【特殊報】植木類にチュウゴクアミガサハゴロモ 府内で初めて確認 大阪府2025年8月4日
大阪府環境農林水産部農政室は、植木類(ガマズミ、グレビレア等)にチュウゴクアミガサハゴロモRicania shantungensisの農業被害を府内で初めて確認。これを受けて、8月1日に令和7年度病害虫発生予察特殊報第1号を発表した。
(提供:大阪府病害虫防除グループ)
大阪府環境農林水産部農政室によると、4月に北部地域の植木苗施設栽培ほ場で、新梢に産卵痕が付けられ、枝の伸長抑制やすす病による被害が見られた。採取した卵(図1、2)をふ化させ(図3、4)飼育し、得られた成虫(図5)を農林水産省神戸植物防疫所に同定依頼したところ、チュウゴクアミガサハゴロモであることが判明した。府内で同虫による農業被害が確認されたのは今回が初めて。
(提供:大阪府病害虫防除グループ)
チュウゴクアミガサハゴロモは中国原産で、2017年に大阪府で初確認されて以降、府内各地の灌木類で発生が拡大。頻繁に目にするようになってきている。国内では関東以西の本州、四国および九州の各地で発生が報告されている。
農作物における被害は、2024年に神奈川県、埼玉県、福岡県、山梨県、2025年に入って東京都、群馬県、熊本県、富山県、千葉県で確認され特殊報が発出されている。
チュウゴクアミガサハゴロモ成虫(図5)の体長は7〜14mm程度、前翅長は約14mmで、茶褐色〜鉄さび色。前翅前縁中央部に三角形〜半円形の白斑があるが、白斑の形状には個体差がある。幼虫(図3、4)は白色で、腹部から白い糸状の毛束が広がっている。枝内部に産卵された部分(図2)の表面は毛状の白色ろう物質で覆われている(図1)。成虫はガのように見えるが、カメムシ目に属しアブラムシやウンカ、セミに近い昆虫。
同種は極めて広食性で、多くの木本植物やキク科の草本植物に寄生する。果樹では、リンゴ、モモ、カキ、カンキツ、クリ、ブルーベリー等での発生が報告されている。成虫は寄主の枝に産卵し、成幼虫ともに新梢を吸汁する。日本における年間世代数など、生態は不明。

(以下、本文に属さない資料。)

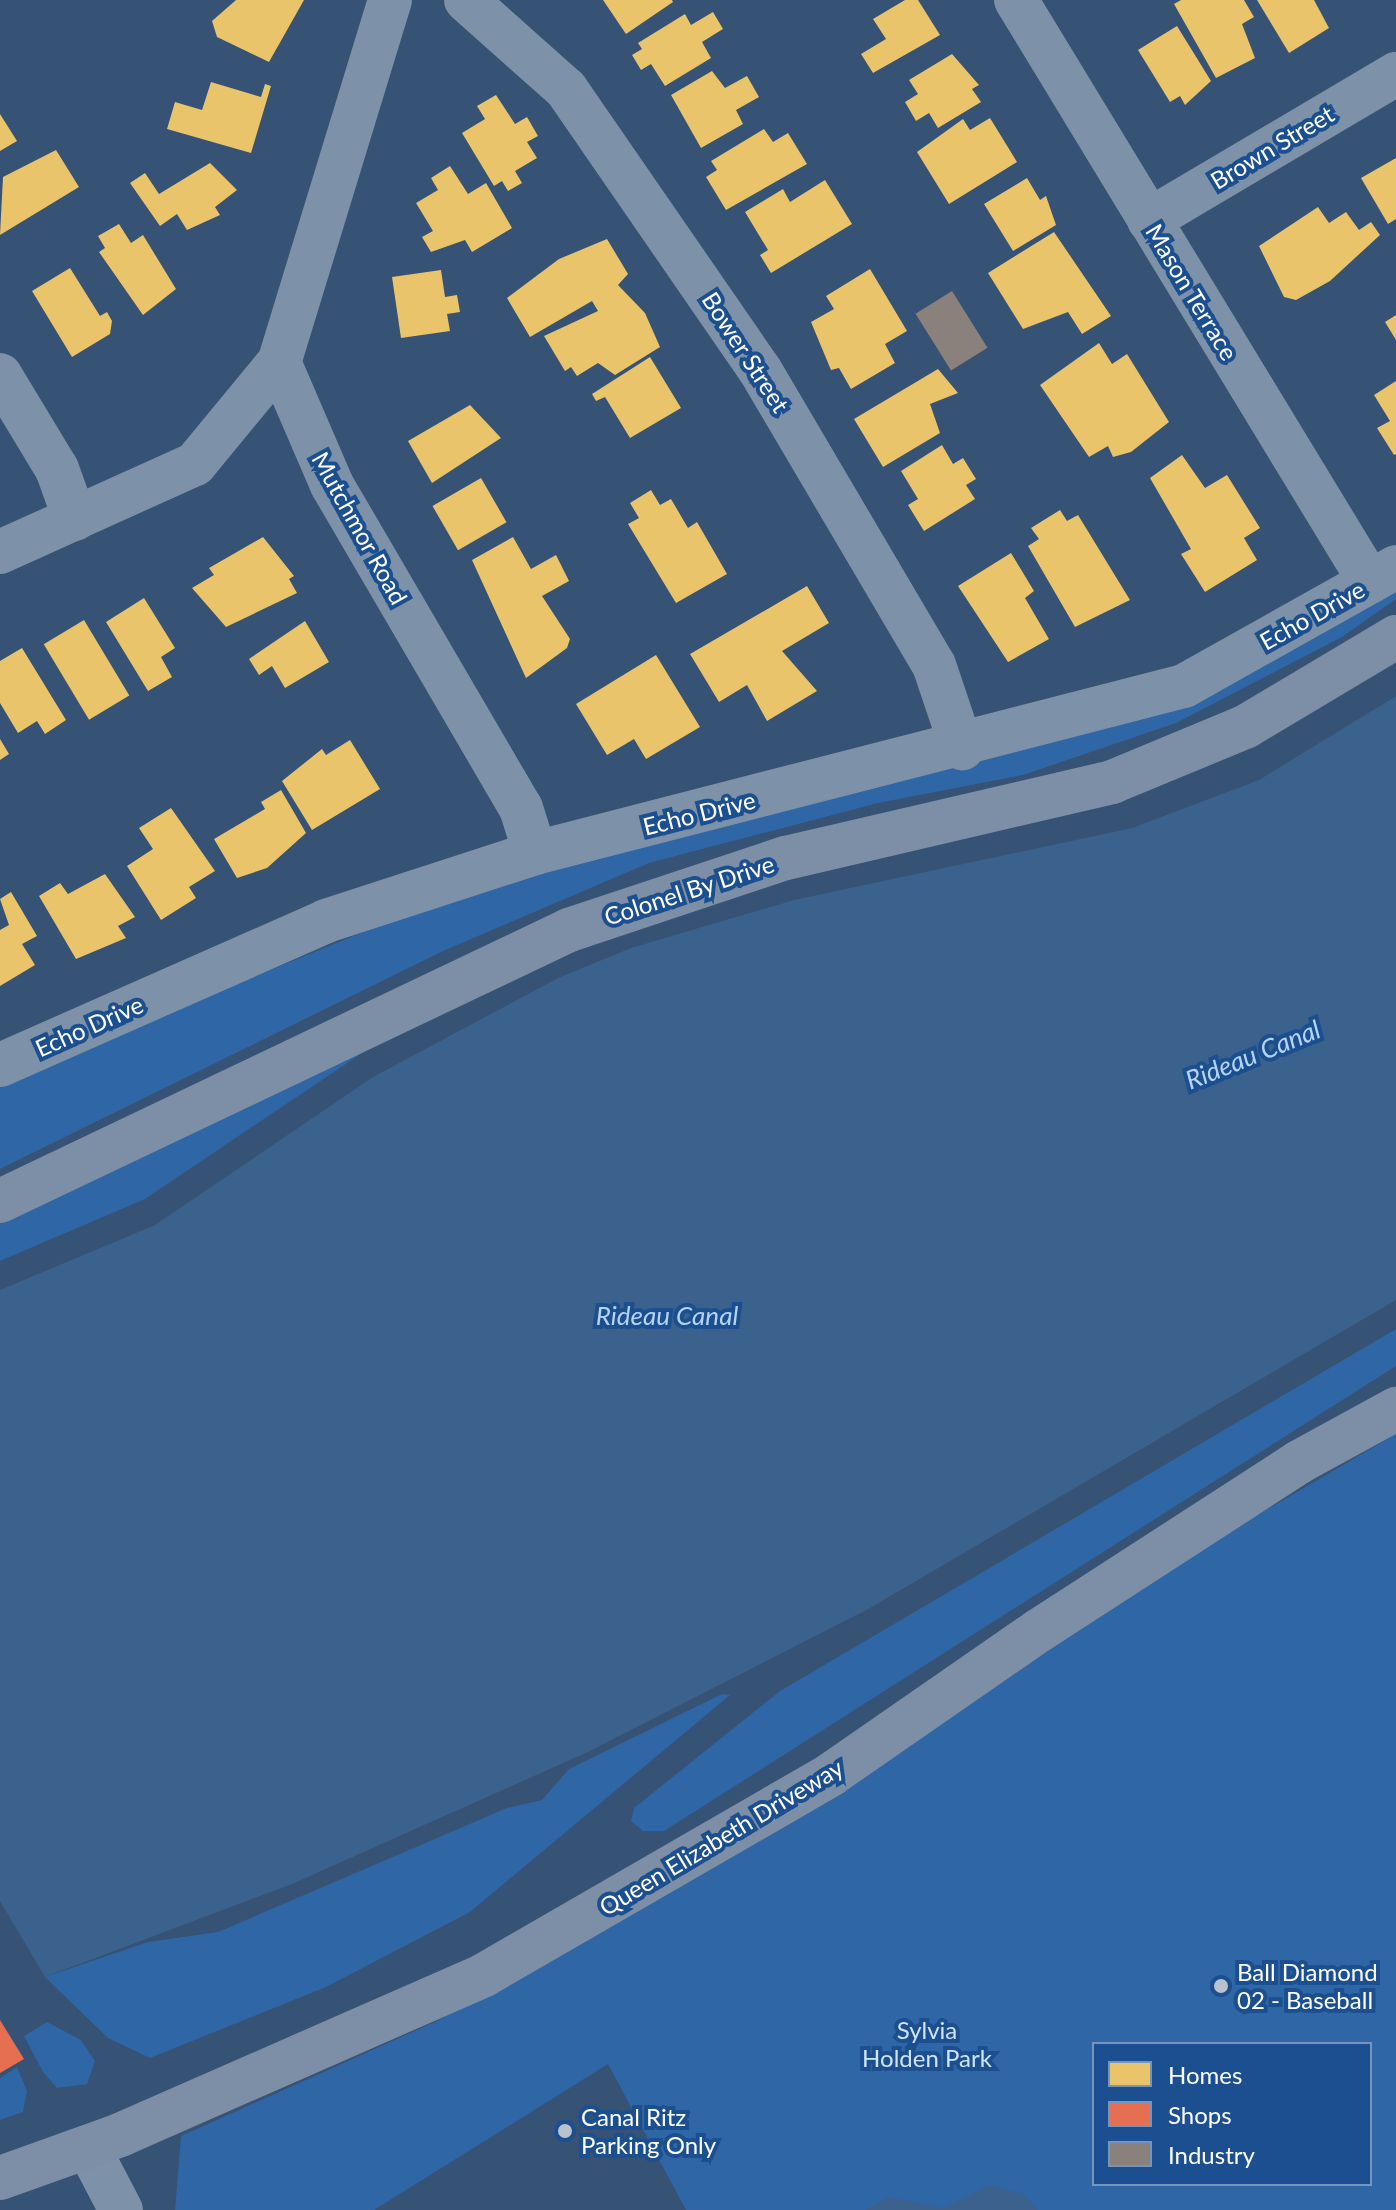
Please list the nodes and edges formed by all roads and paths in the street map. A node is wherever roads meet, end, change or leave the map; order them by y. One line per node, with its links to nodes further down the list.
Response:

チュウゴクアミガサハゴロモは集団で樹木の枝を吸汁し、その排泄物にかびが生えすす病を誘発するため、果樹では果実の外観品質を損ねる。また、成虫は直径10mm以下の細い枝を割いて産卵するため、枝が損傷し、伸長抑制や枯死により樹木を衰弱させる。
同所では次のとおり防除対策を呼びかけている。
(1)チュウゴクアミガサハゴロモに対して登録のある薬剤は無いため、産卵された枝の除去に努めるなど、個体数を減らす耕種的・物理的防除を行う。